# WHAT THE EXERCISE ASKS
Search the data for the string "middle" and copy each line where it turns up.
:: DATA FOR PROCESSING
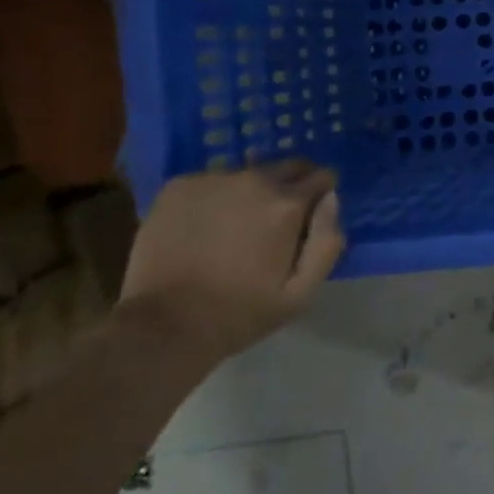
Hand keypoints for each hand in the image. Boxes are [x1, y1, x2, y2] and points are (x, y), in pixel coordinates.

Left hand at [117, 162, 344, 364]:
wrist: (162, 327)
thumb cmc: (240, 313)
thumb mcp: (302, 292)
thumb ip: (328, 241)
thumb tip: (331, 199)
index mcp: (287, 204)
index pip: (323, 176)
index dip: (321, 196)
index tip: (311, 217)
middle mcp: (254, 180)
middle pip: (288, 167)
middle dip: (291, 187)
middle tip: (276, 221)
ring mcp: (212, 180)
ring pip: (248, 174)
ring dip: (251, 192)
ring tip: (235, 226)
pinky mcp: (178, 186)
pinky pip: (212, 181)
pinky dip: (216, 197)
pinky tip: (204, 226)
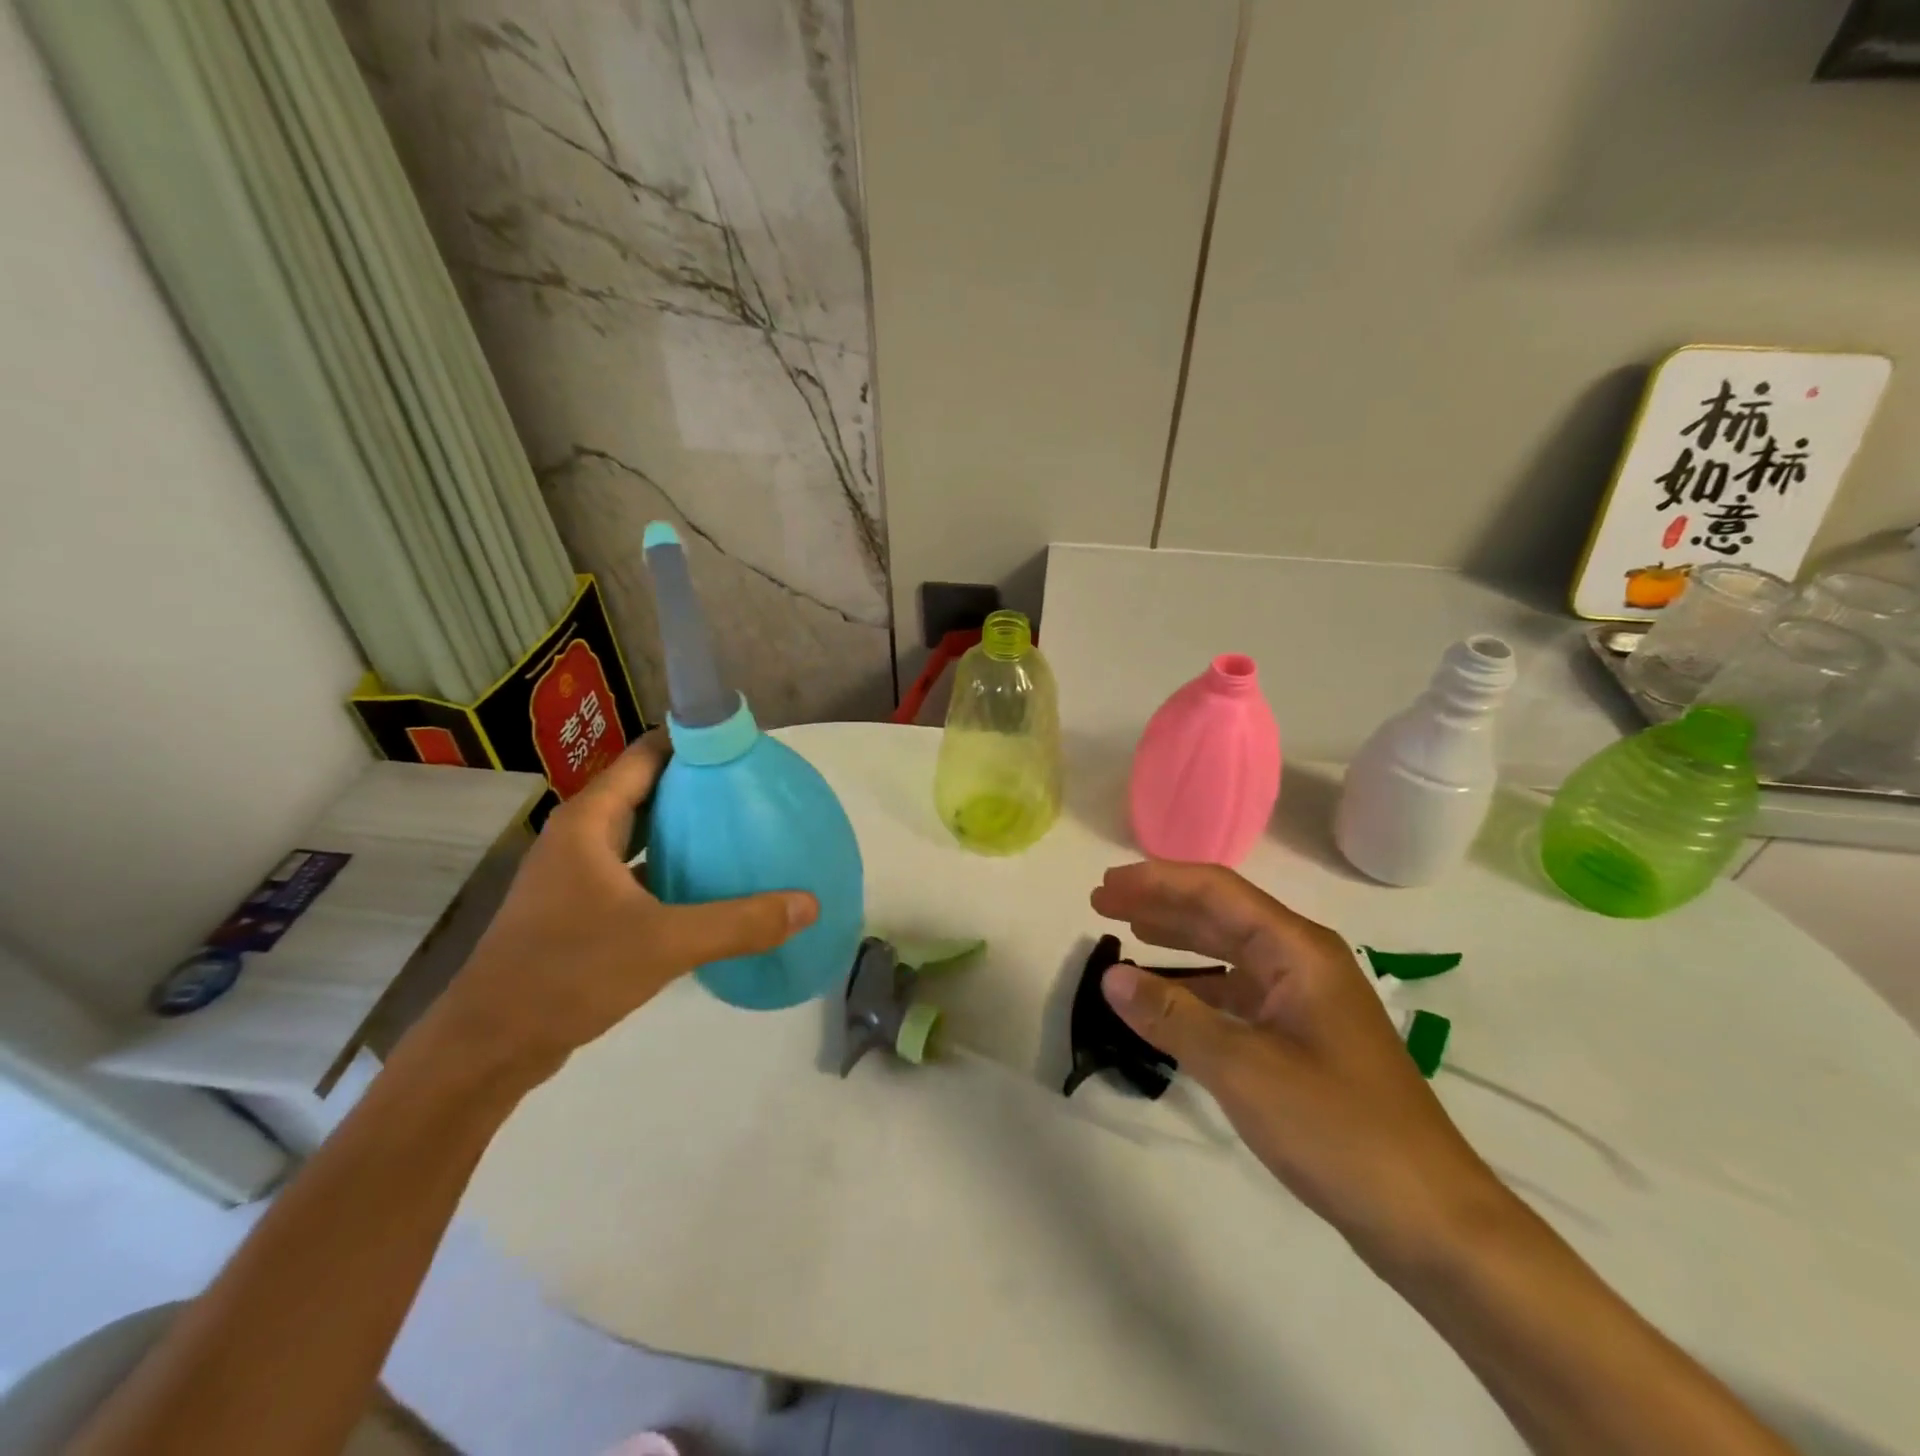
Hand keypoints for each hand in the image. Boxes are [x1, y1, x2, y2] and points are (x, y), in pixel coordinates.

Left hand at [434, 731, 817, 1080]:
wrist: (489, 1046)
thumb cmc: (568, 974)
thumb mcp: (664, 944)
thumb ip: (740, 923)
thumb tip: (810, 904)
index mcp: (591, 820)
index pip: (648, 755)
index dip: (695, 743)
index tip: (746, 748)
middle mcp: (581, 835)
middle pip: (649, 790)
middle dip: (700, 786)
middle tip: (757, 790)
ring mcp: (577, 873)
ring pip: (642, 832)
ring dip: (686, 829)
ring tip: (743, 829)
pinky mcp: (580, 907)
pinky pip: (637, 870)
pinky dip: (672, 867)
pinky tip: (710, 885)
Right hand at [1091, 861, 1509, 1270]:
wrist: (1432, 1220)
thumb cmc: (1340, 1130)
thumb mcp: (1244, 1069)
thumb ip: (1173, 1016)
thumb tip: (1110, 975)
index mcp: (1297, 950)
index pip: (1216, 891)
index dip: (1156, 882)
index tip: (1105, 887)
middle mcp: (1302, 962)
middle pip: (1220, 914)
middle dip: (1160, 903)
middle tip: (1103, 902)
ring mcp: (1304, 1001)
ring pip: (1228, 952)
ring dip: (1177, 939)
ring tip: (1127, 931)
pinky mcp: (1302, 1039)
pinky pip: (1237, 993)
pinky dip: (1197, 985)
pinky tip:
::::
# TASK ANSWER
middle mcp: (254, 180)
middle pip: (288, 167)
middle dip: (291, 187)
middle tip: (276, 221)
middle mcp: (581, 835)
middle pip: (649, 790)
middle dip: (700, 786)
middle tip: (757, 790)
middle mcp: (1302, 962)
middle pip: (1220, 914)
middle dip: (1160, 903)
middle tip: (1103, 902)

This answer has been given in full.